Side by side, the two heroes strode across the endless leagues of the foul layer that was the entry to the Abyss. In a short time, thanks to their innate force, they came to the lowering bluffs that housed the gateways to the next twenty tiers of the agglomeration of planes that formed the depth of evil called demonrealm, the Abyss. A few hundred lesser demons were there to contest their entry, prevent them from going on; but those malign guards died in vain, swiftly and without great effort from the pair. A clear and bright melody from the kanteel, some dark and deadly lightnings from the rejoined sword, Courflamme, and none stood to oppose them.

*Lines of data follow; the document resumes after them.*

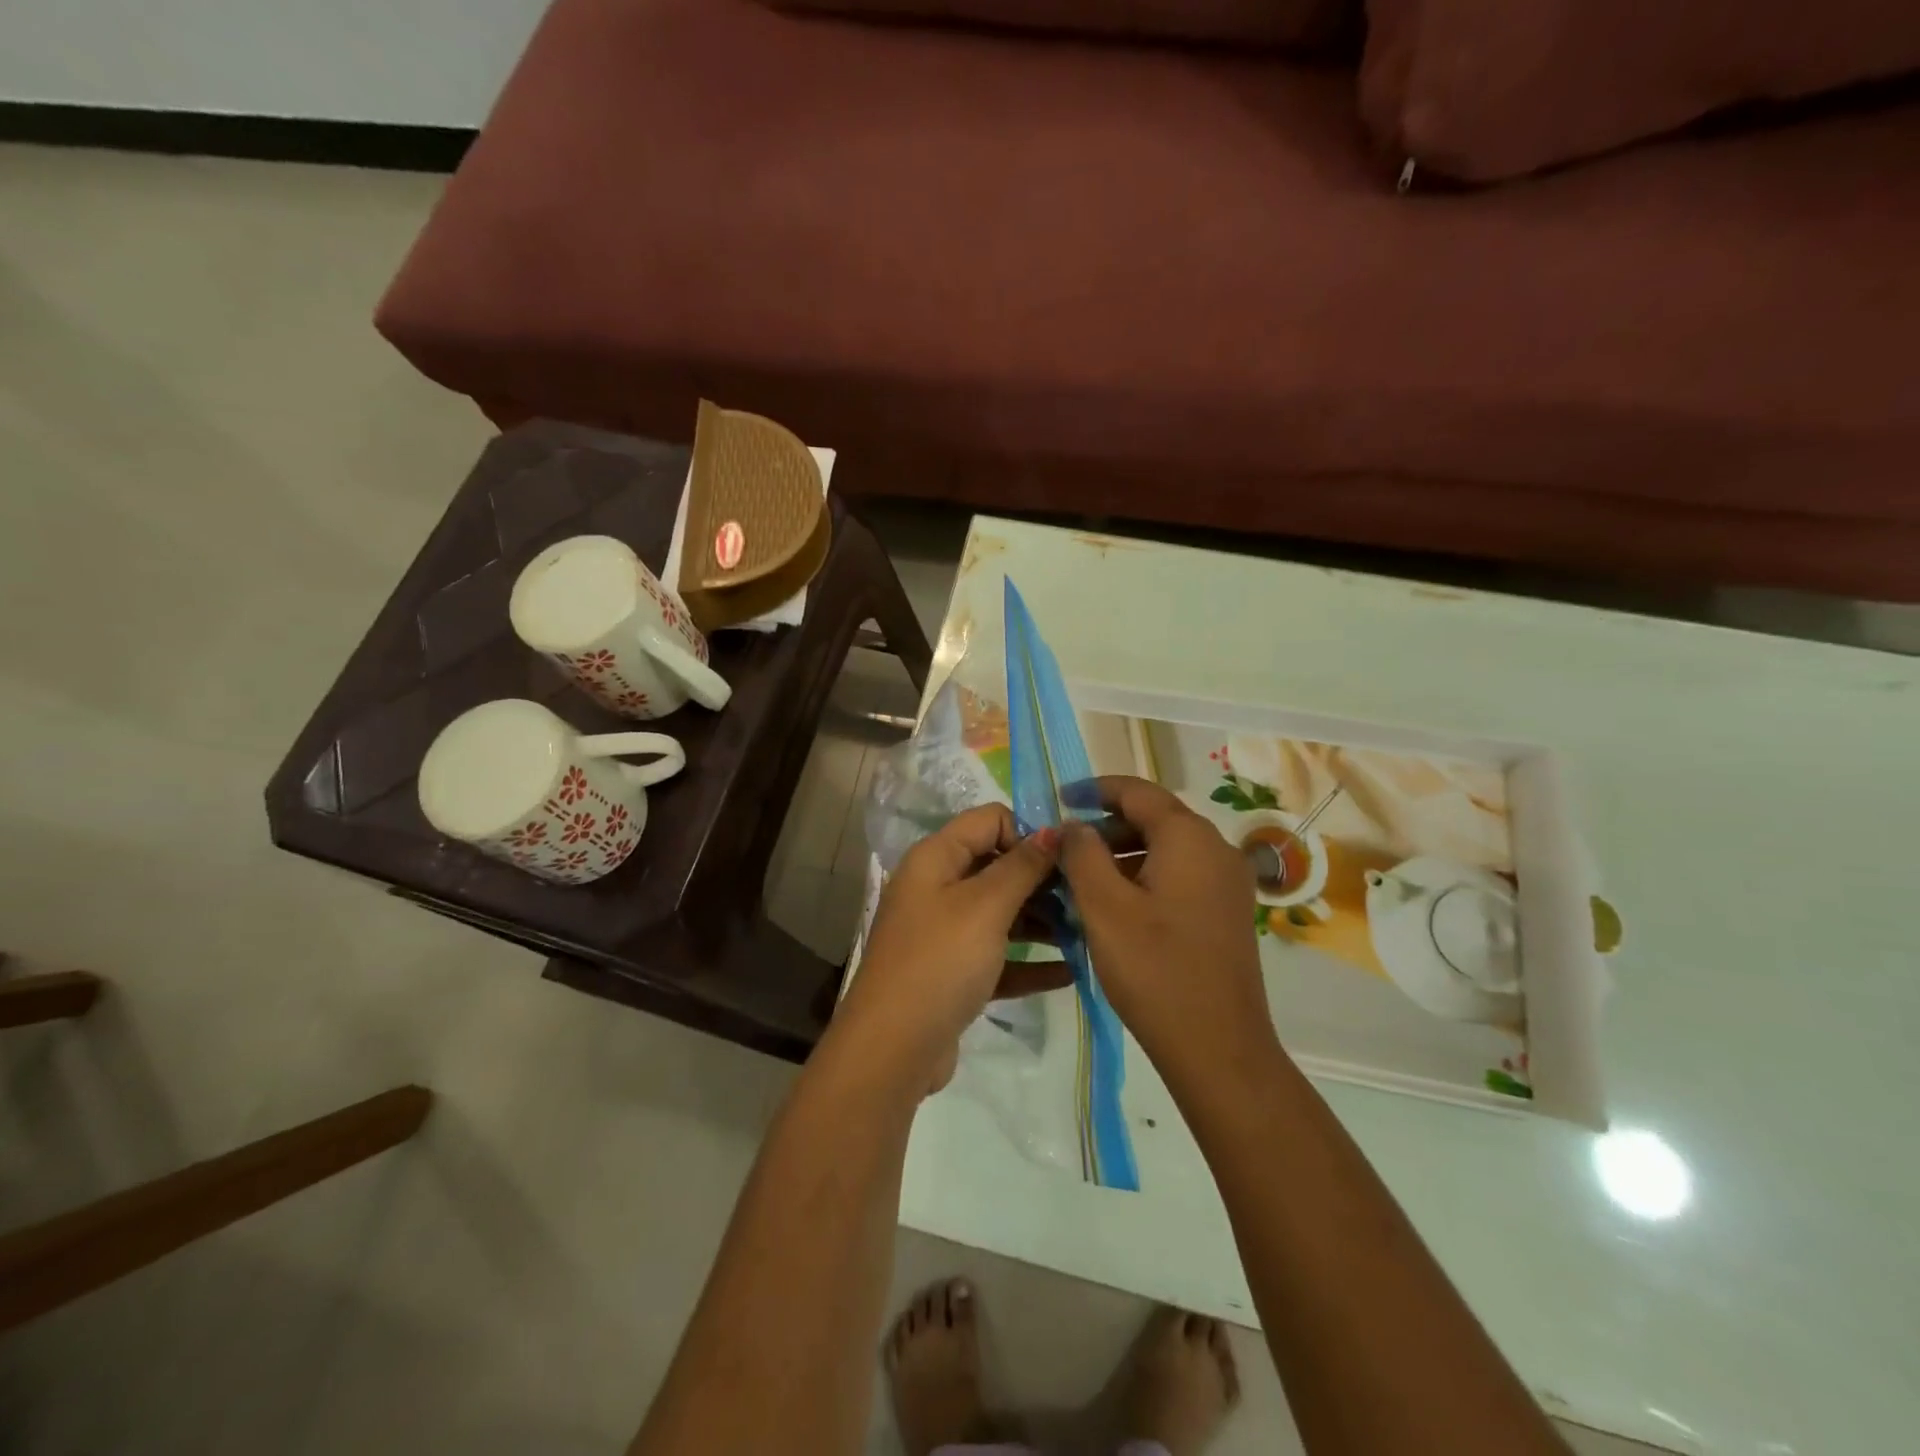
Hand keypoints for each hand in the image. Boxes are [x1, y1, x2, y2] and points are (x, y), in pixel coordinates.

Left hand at [836, 804, 1059, 1092]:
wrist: (893, 1048)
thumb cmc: (940, 961)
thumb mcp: (985, 906)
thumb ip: (1022, 866)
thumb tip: (1052, 829)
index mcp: (936, 858)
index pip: (989, 820)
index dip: (1029, 831)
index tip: (1069, 857)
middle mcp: (937, 887)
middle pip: (998, 866)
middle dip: (1042, 880)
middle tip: (1087, 898)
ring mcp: (944, 932)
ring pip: (1002, 913)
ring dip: (1042, 921)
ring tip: (1088, 934)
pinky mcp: (954, 973)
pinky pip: (999, 956)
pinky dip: (1029, 961)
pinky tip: (1071, 972)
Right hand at [1059, 777, 1275, 1087]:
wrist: (1218, 1048)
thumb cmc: (1155, 970)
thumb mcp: (1104, 907)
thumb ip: (1083, 854)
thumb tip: (1074, 825)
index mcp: (1189, 837)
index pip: (1137, 792)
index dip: (1094, 790)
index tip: (1059, 799)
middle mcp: (1216, 849)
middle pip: (1154, 817)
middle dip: (1106, 825)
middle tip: (1064, 847)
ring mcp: (1227, 882)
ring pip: (1167, 848)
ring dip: (1123, 853)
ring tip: (1082, 878)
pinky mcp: (1227, 911)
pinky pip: (1180, 874)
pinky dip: (1145, 875)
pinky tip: (1116, 905)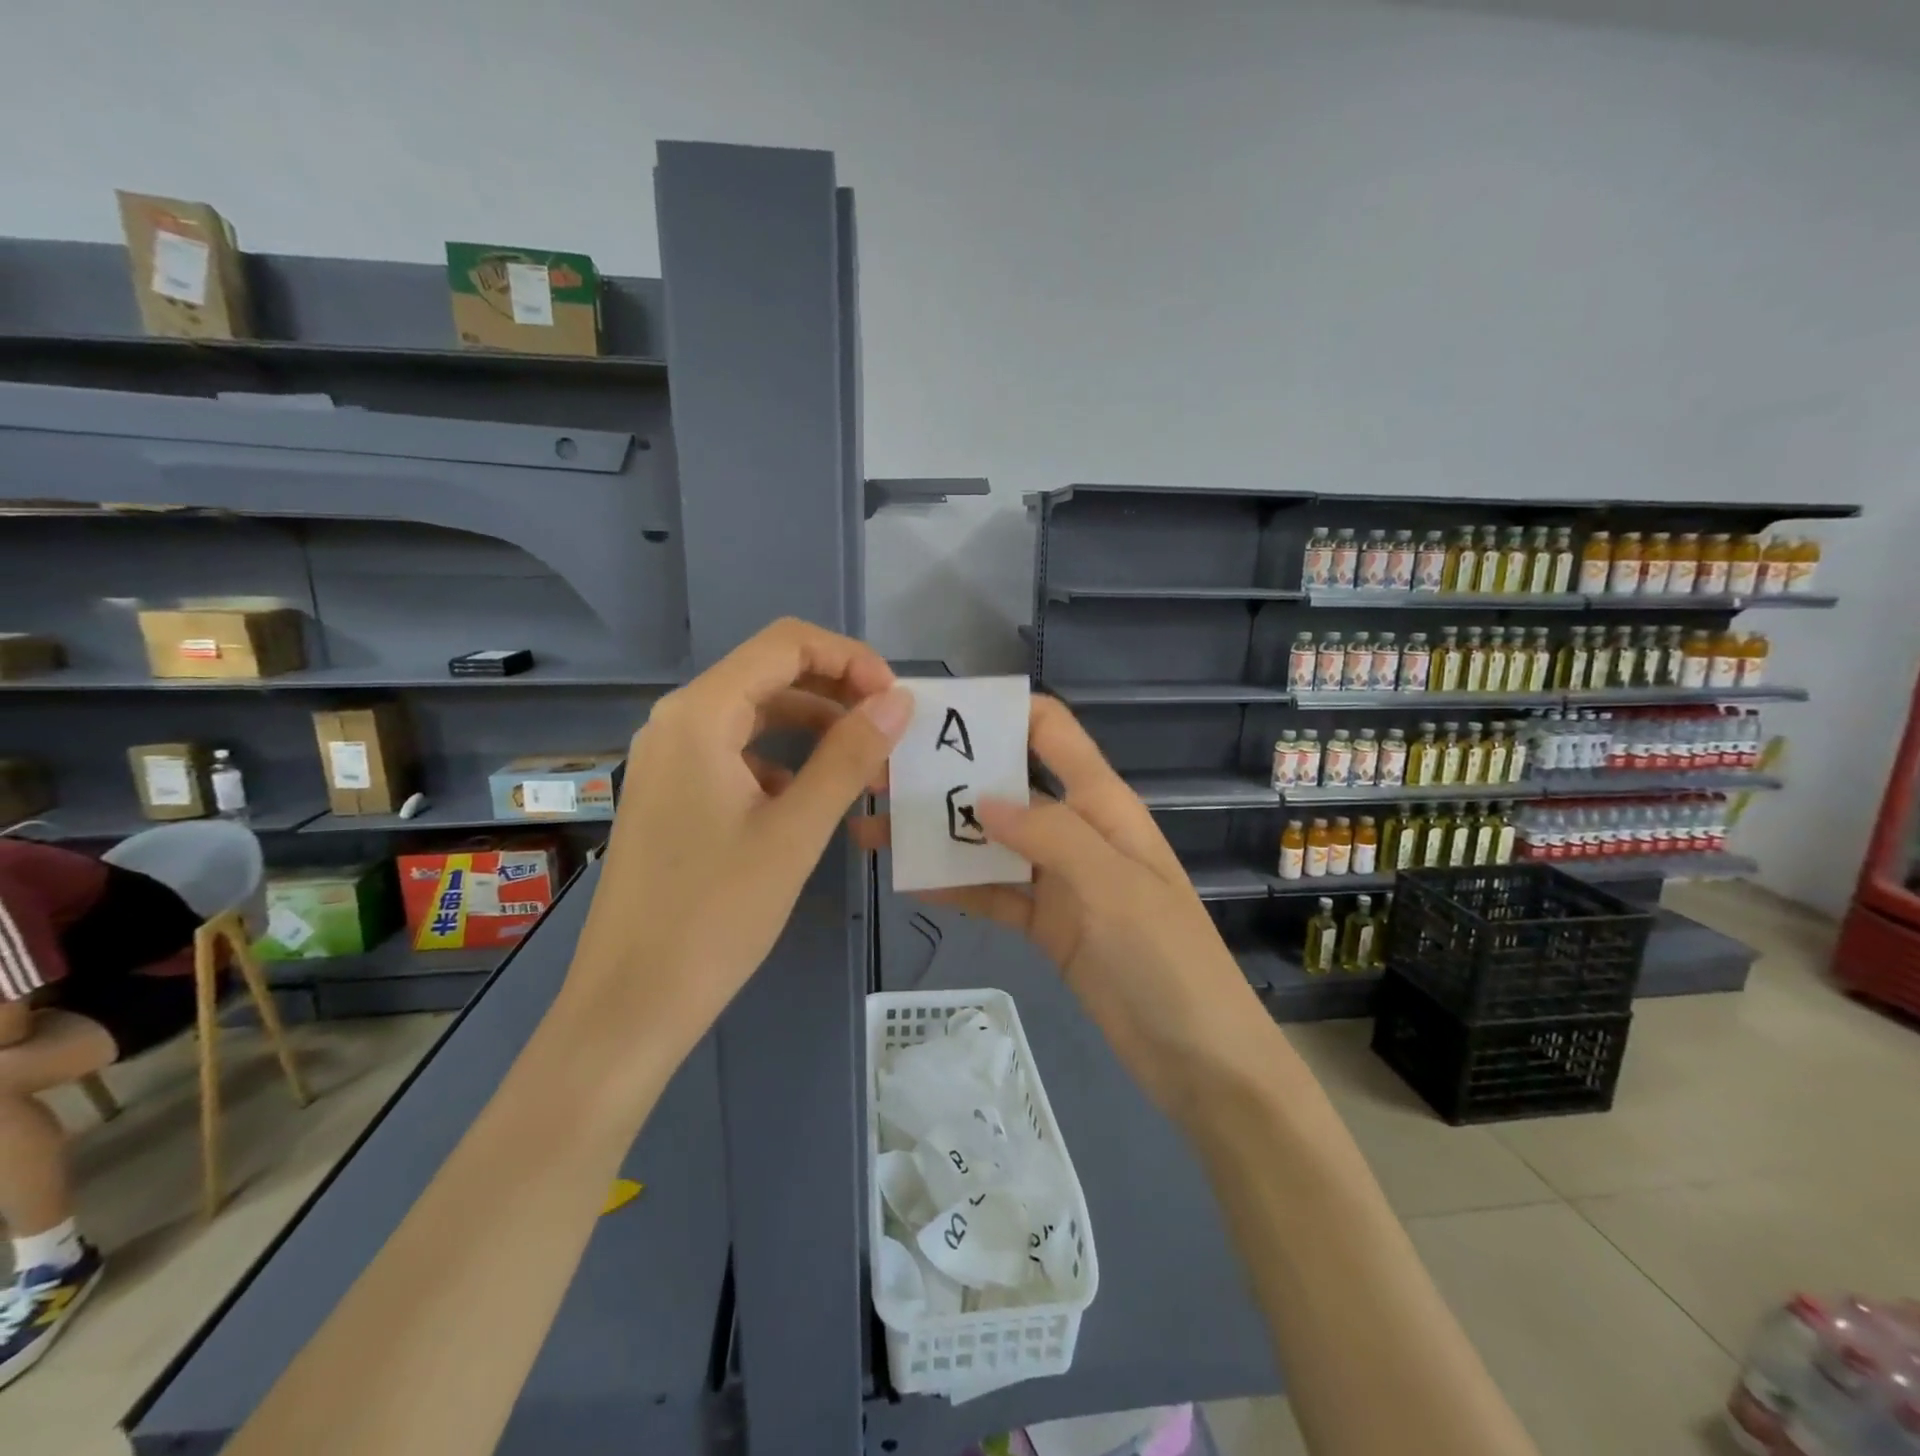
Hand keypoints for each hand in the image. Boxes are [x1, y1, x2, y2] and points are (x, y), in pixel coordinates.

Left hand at [564, 619, 911, 1060]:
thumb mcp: (795, 831)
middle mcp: (678, 721)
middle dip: (838, 692)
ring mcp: (670, 758)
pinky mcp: (673, 792)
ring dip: (816, 728)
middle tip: (891, 733)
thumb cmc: (715, 914)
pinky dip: (786, 760)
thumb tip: (898, 700)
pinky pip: (738, 752)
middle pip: (771, 674)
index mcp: (700, 714)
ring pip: (756, 714)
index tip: (895, 700)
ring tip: (868, 765)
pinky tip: (816, 798)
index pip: (786, 644)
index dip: (850, 658)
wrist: (631, 1002)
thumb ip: (849, 756)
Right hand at [859, 695, 1273, 1120]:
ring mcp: (1058, 879)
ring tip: (876, 826)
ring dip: (940, 834)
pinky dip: (956, 886)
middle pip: (1007, 785)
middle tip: (881, 776)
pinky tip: (908, 881)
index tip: (935, 712)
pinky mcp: (1045, 923)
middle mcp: (1075, 829)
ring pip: (991, 842)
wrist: (1197, 1056)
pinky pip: (993, 893)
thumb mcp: (1113, 886)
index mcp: (1101, 803)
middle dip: (950, 775)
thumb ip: (1050, 834)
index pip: (1051, 732)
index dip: (1000, 712)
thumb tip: (982, 799)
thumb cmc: (1165, 958)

Bottomless pit, toothed maw, steely sphincter, raging cauldron of lava, grinding millstone, and more. Each such obstacle disguised a means of entry to another of the many tiers beneath the first With a sharp prod from his sword, Gord caused the metallic sphincter to open, for it warded the way to the eighth sphere. "Quickly now, Gellor," he told the bard. "As soon as we arrive below, we must make for the Soulless Sounding with all speed!"

Gellor shook his head in assent, leaped through the opening, and vanished. Gord followed. The razoredged circle snapped closed, but it was too late. Champion and hero now stood upon demonkind's eighth tier.